Start of Block

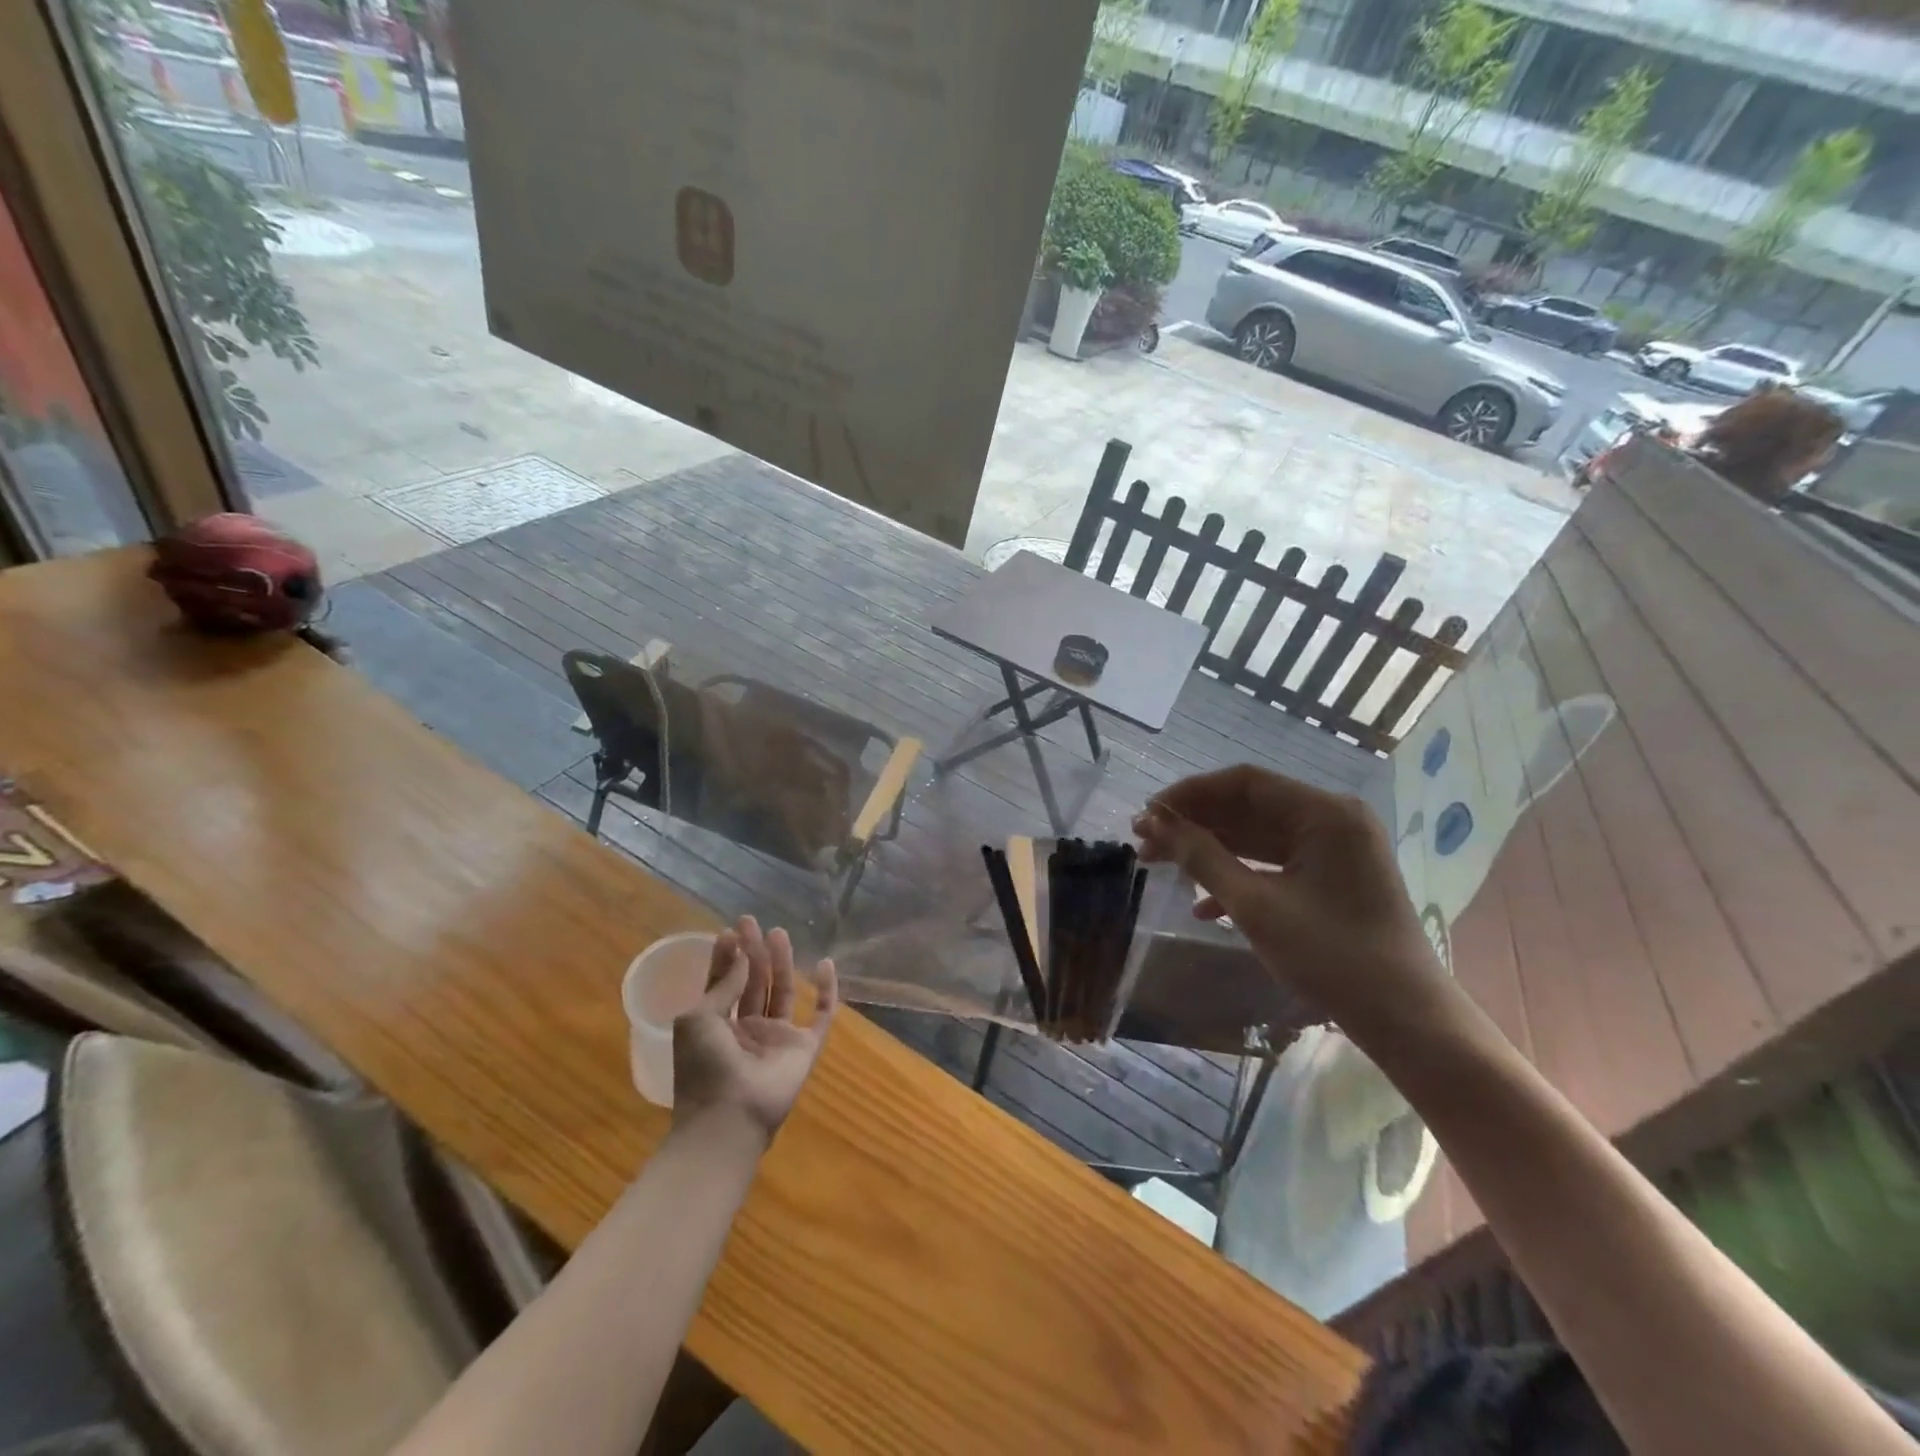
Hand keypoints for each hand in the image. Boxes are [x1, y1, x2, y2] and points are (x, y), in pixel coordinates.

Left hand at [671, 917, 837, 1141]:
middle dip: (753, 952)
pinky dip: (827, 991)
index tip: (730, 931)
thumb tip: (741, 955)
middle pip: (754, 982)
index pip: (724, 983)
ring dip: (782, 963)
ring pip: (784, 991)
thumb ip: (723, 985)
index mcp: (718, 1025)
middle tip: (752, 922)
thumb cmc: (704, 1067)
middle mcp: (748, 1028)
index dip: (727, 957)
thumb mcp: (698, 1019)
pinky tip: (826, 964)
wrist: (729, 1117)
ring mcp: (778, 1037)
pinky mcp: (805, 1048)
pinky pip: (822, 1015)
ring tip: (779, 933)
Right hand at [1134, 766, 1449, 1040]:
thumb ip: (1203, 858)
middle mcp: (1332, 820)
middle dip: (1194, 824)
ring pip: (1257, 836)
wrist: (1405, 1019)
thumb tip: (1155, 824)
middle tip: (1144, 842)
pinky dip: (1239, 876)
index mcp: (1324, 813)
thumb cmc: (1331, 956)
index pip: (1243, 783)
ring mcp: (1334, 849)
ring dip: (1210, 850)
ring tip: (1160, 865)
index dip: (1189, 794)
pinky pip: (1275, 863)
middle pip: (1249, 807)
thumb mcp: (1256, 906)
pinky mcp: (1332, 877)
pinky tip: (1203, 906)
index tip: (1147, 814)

End of Block

Say the number of lines in the material above that contain the word "thumb", and nothing else.

8